The service container is the core of Laravel, which solves the interdependence of objects through dependency injection, and defines the specific behavior by controlling the anti-transfer external (Route, eloquent these are external modules, they define the code of conduct themselves, These classes are responsible for you using the service container from registration to instantiation.

A class must be registered to this container before it can be extracted by the container. Since Laravel calls this container a service container, then we need a service to register, bind the service to the container, then provide the service and bind the service to the container, that is, the service provider (serviceprovider). The service provider is divided into two parts, register (registration) and boot (boot, initialize) due to the length of the content of the Laravel service provider, see another Laravel core interpretation-service provider (serviceprovider).

The above is the whole content of this article, I hope that everyone's learning has helped, more relevant content please pay attention to!

Related Article

Contact Us

The content source of this page is from Internet, which doesn't represent Alibaba Cloud's opinion; products and services mentioned on that page don't have any relationship with Alibaba Cloud. If the content of the page makes you feel confusing, please write us an email, we will handle the problem within 5 days after receiving your email.

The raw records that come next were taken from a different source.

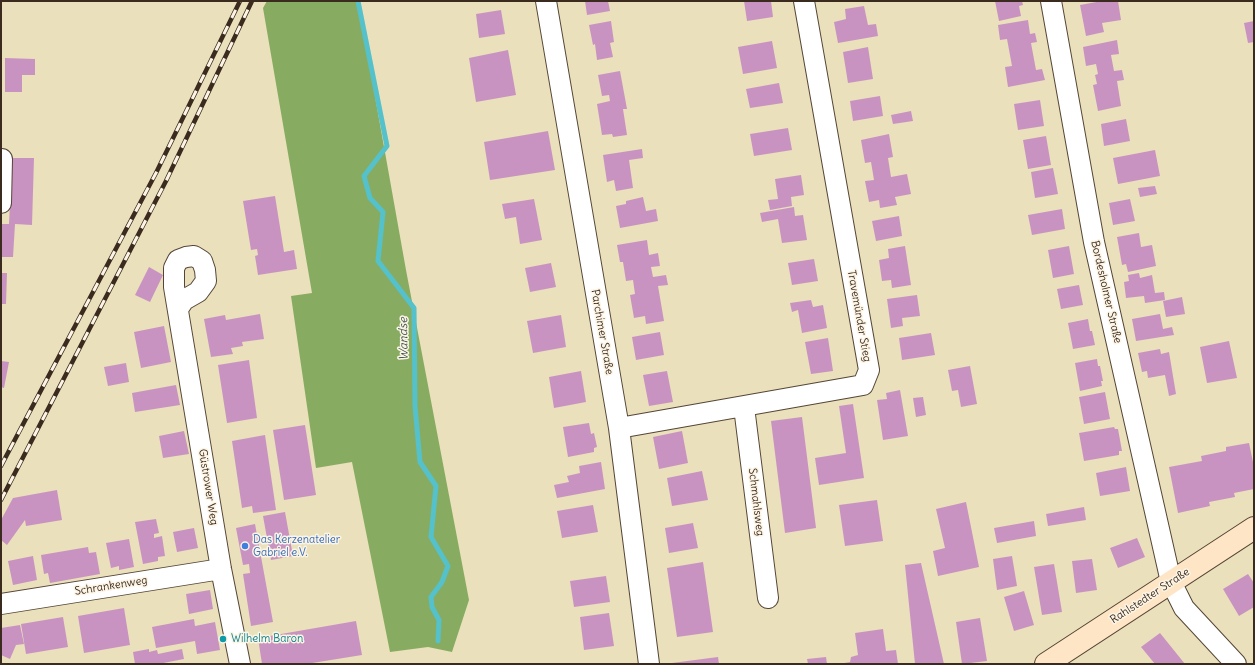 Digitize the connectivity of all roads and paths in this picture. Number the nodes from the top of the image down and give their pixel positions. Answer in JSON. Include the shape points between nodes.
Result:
{"nodes":[{"id":1,"x":546,"y":1,"type":"edge"},
{"id":2,"x":804,"y":1,"type":"edge"},
{"id":3,"x":1051,"y":1,"type":"edge"},
{"id":4,"x":1,"y":159,"type":"edge"},
{"id":5,"x":1,"y":203,"type":"edge"},
{"id":6,"x":178,"y":309,"type":"dead end"},
{"id":7,"x":744,"y":407,"type":"junction"},
{"id":8,"x":619,"y":428,"type":"junction"},
{"id":9,"x":1254,"y":528,"type":"edge"},
{"id":10,"x":221,"y":569,"type":"junction"},
{"id":11,"x":1171,"y":582,"type":"junction"},
{"id":12,"x":768,"y":598,"type":"dead end"},
{"id":13,"x":1,"y":604,"type":"edge"},
{"id":14,"x":240,"y":664,"type":"edge"},
{"id":15,"x":650,"y":664,"type":"edge"},
{"id":16,"x":1046,"y":664,"type":"edge"},
{"id":17,"x":1236,"y":664,"type":"edge"}],
"edges":[{"from":1,"to":8,"type":"street","name":"Parchimer Straße"},
{"from":2,"to":7,"type":"street","name":"Travemünder Stieg","via":[[869,370],[863,385]]},
{"from":3,"to":11,"type":"street","name":"Bordesholmer Straße","via":[[1094,242]]},
{"from":4,"to":5,"type":"street"},
{"from":6,"to":10,"type":"street","name":"Güstrower Weg"},
{"from":7,"to":8,"type":"street","name":"Travemünder Stieg"},
{"from":7,"to":12,"type":"street","name":"Schmahlsweg"},
{"from":8,"to":15,"type":"street","name":"Parchimer Straße"},
{"from":9,"to":11,"type":"main road","name":"Rahlstedter Straße"},
{"from":10,"to":13,"type":"street","name":"Schrankenweg"},
{"from":10,"to":14,"type":"street","name":"Güstrower Weg"},
{"from":11,"to":16,"type":"main road","name":"Rahlstedter Straße"},
{"from":11,"to":17,"type":"street","name":"Bordesholmer Straße","via":[[1184,608]]}]}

If you find any instances of plagiarism from the community, please send an email to: and provide relevant evidence. A staff member will contact you within 5 working days.

A Free Trial That Lets You Build Big!

Start building with 50+ products and up to 12 months usage for Elastic Compute Service

  • Sales Support

    1 on 1 presale consultation

  • After-Sales Support

    24/7 Technical Support 6 Free Tickets per Quarter Faster Response

  • Alibaba Cloud offers highly flexible support services tailored to meet your exact needs.